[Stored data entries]
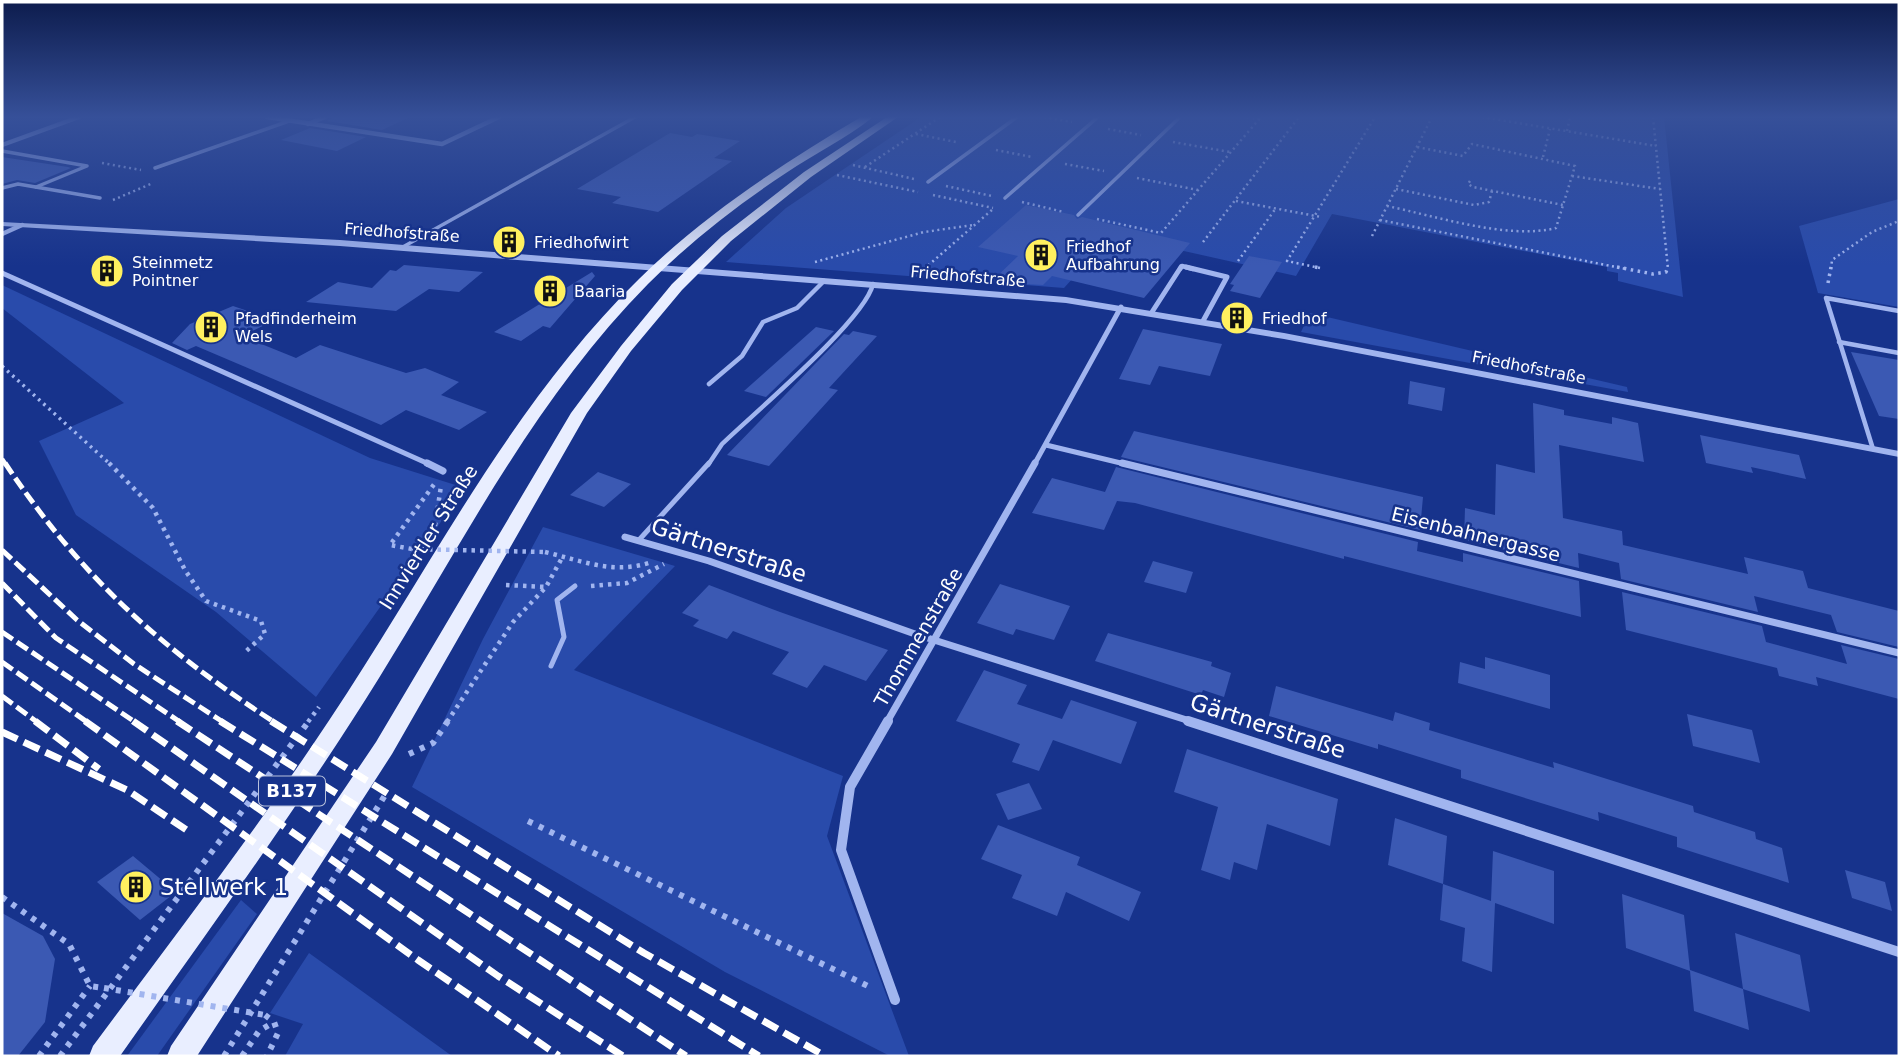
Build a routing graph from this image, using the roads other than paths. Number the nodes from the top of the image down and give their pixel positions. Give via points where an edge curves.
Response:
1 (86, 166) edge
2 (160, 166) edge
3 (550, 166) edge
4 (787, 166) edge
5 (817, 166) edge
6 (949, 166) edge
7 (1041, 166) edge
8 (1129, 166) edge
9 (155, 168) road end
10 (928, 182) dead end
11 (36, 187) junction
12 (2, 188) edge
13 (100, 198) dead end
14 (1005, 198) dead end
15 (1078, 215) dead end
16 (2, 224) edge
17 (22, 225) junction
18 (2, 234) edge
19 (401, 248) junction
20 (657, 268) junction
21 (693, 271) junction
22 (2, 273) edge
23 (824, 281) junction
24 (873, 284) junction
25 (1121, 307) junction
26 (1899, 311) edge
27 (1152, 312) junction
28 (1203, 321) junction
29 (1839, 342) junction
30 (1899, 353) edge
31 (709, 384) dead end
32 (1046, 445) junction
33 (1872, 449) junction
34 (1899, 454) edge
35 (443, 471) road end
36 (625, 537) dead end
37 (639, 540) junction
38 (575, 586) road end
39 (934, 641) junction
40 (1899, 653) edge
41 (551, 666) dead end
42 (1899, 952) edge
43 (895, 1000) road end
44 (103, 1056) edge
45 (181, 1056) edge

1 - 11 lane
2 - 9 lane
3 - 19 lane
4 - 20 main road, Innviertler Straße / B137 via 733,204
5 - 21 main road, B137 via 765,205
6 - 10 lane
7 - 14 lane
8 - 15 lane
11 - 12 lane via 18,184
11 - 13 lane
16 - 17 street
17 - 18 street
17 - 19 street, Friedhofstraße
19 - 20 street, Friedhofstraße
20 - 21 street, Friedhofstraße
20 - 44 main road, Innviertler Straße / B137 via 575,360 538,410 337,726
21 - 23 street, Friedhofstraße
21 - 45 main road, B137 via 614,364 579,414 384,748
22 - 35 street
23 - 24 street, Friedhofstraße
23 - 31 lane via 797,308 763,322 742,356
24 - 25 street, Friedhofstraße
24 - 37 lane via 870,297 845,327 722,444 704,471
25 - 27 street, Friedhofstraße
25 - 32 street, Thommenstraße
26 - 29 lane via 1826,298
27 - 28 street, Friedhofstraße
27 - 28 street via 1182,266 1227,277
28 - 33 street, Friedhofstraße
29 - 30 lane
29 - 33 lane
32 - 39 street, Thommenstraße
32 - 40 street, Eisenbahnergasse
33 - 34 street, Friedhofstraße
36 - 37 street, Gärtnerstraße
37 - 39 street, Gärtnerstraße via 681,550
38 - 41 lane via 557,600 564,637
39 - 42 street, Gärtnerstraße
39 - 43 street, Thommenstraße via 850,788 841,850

» **Your task**
Set every record down verbatim. No pictures belong in the copy.

» **Result**
Build a routing graph from this image, using the roads other than paths. Number the nodes from the top of the image down and give their pixel positions. Give via points where an edge curves.
Response:
1 (86, 166) edge
2 (160, 166) edge
3 (550, 166) edge
4 (787, 166) edge
5 (817, 166) edge
6 (949, 166) edge
7 (1041, 166) edge
8 (1129, 166) edge
9 (155, 168) road end
10 (928, 182) dead end
11 (36, 187) junction
12 (2, 188) edge
13 (100, 198) dead end
14 (1005, 198) dead end
15 (1078, 215) dead end
16 (2, 224) edge
17 (22, 225) junction
18 (2, 234) edge
19 (401, 248) junction
20 (657, 268) junction
21 (693, 271) junction
22 (2, 273) edge
23 (824, 281) junction
24 (873, 284) junction
25 (1121, 307) junction
26 (1899, 311) edge
27 (1152, 312) junction
28 (1203, 321) junction
29 (1839, 342) junction
30 (1899, 353) edge
31 (709, 384) dead end
32 (1046, 445) junction
33 (1872, 449) junction
34 (1899, 454) edge
35 (443, 471) road end
36 (625, 537) dead end
37 (639, 540) junction
38 (575, 586) road end
39 (934, 641) junction
40 (1899, 653) edge
41 (551, 666) dead end
42 (1899, 952) edge
43 (895, 1000) road end
44 (103, 1056) edge
45 (181, 1056) edge

1 - 11 lane
2 - 9 lane
3 - 19 lane
4 - 20 main road, Innviertler Straße / B137 via 733,204
5 - 21 main road, B137 via 765,205
6 - 10 lane
7 - 14 lane
8 - 15 lane
11 - 12 lane via 18,184
11 - 13 lane
16 - 17 street
17 - 18 street
17 - 19 street, Friedhofstraße
19 - 20 street, Friedhofstraße
20 - 21 street, Friedhofstraße
20 - 44 main road, Innviertler Straße / B137 via 575,360 538,410 337,726
21 - 23 street, Friedhofstraße
21 - 45 main road, B137 via 614,364 579,414 384,748
22 - 35 street
23 - 24 street, Friedhofstraße
23 - 31 lane via 797,308 763,322 742,356
24 - 25 street, Friedhofstraße
24 - 37 lane via 870,297 845,327 722,444 704,471
25 - 27 street, Friedhofstraße
25 - 32 street, Thommenstraße
26 - 29 lane via 1826,298
27 - 28 street, Friedhofstraße
27 - 28 street via 1182,266 1227,277
28 - 33 street, Friedhofstraße
29 - 30 lane
29 - 33 lane
32 - 39 street, Thommenstraße
32 - 40 street, Eisenbahnergasse
33 - 34 street, Friedhofstraße
36 - 37 street, Gärtnerstraße
37 - 39 street, Gärtnerstraße via 681,550
38 - 41 lane via 557,600 564,637
39 - 42 street, Gärtnerstraße
39 - 43 street, Thommenstraße via 850,788 841,850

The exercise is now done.